Fill a planting tray with commercial potting mixture that has been pre-moisted. To moisten the potting mixture, put the mixture in a bowl or bucket, and add warm water until the potting mixture is moist, but not dripping wet. Excessive moisture will prevent the valerian seeds from germinating.

Sprinkle a few valerian seeds on the top of the potting mixture and press the seeds lightly into the potting mixture with your fingers. Valerian seeds are tiny, and covering the seeds will block the sunlight.

Spray the top of the potting mixture lightly to settle the seeds. Cover the tray with clear plastic and put the tray in a warm, sunny spot. Avoid putting the valerian seeds directly in a sunny window, because the sun will magnify through the plastic and burn the seeds.

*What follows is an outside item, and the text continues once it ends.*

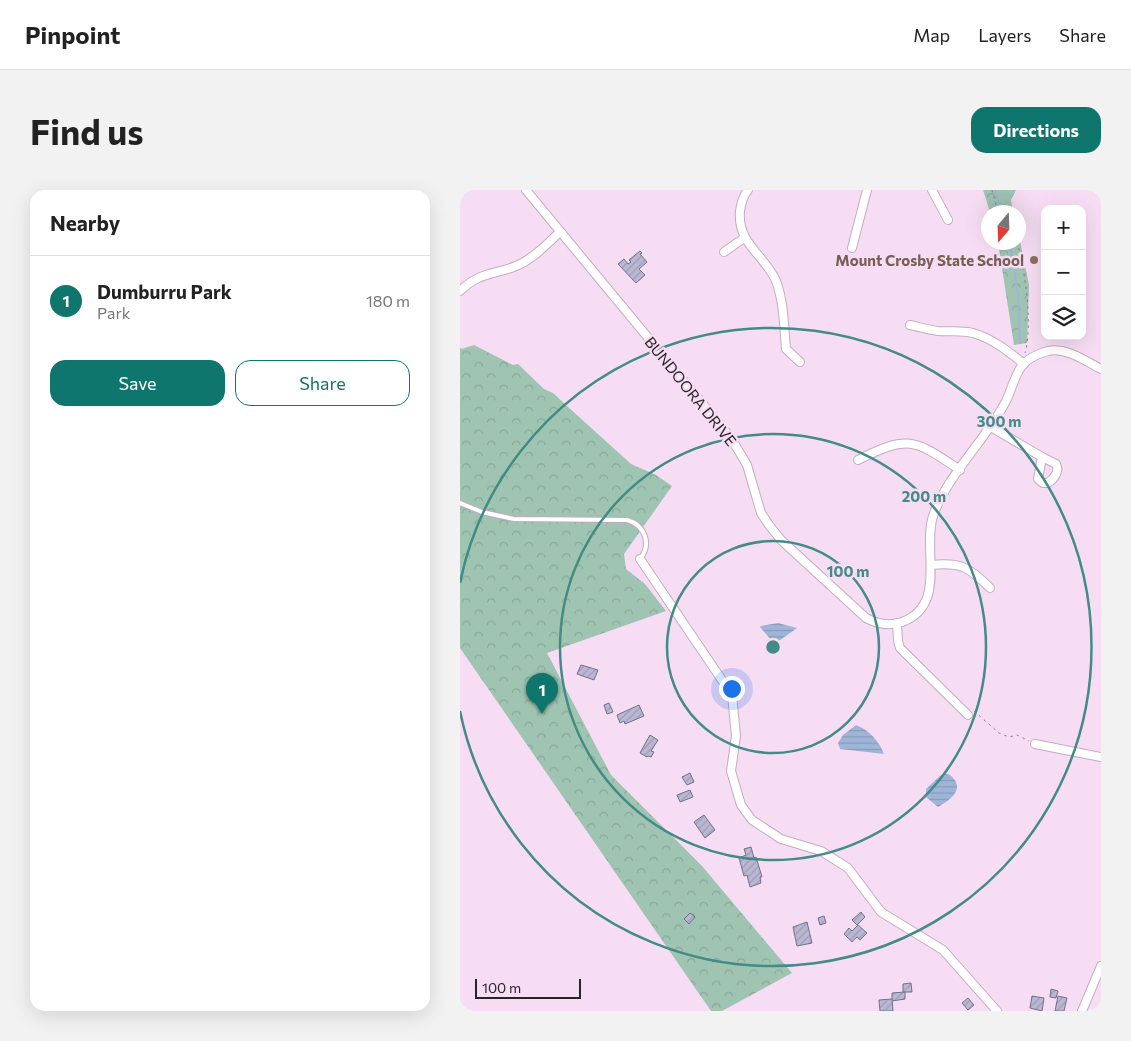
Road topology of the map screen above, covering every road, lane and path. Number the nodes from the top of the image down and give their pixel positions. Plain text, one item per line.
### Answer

Check the potting mixture often and mist inside the plastic when the potting soil feels dry to the touch. The environment inside the plastic must be warm and humid in order for the valerian seeds to germinate.

Loosen the plastic when the valerian seeds emerge from the soil. When the valerian seedlings are 1 to 2 inches tall, remove the plastic and repot the healthiest seedlings in a 3- or 4-inch container. Move the seedlings into a sunny spot. If sunlight is limited, supplement available light with a grow light.

Repot the valerian plants to containers one size larger when the plants outgrow their containers. Be sure the container has good drainage holes in the bottom, as the bottom of the pot should never be allowed to stand in water.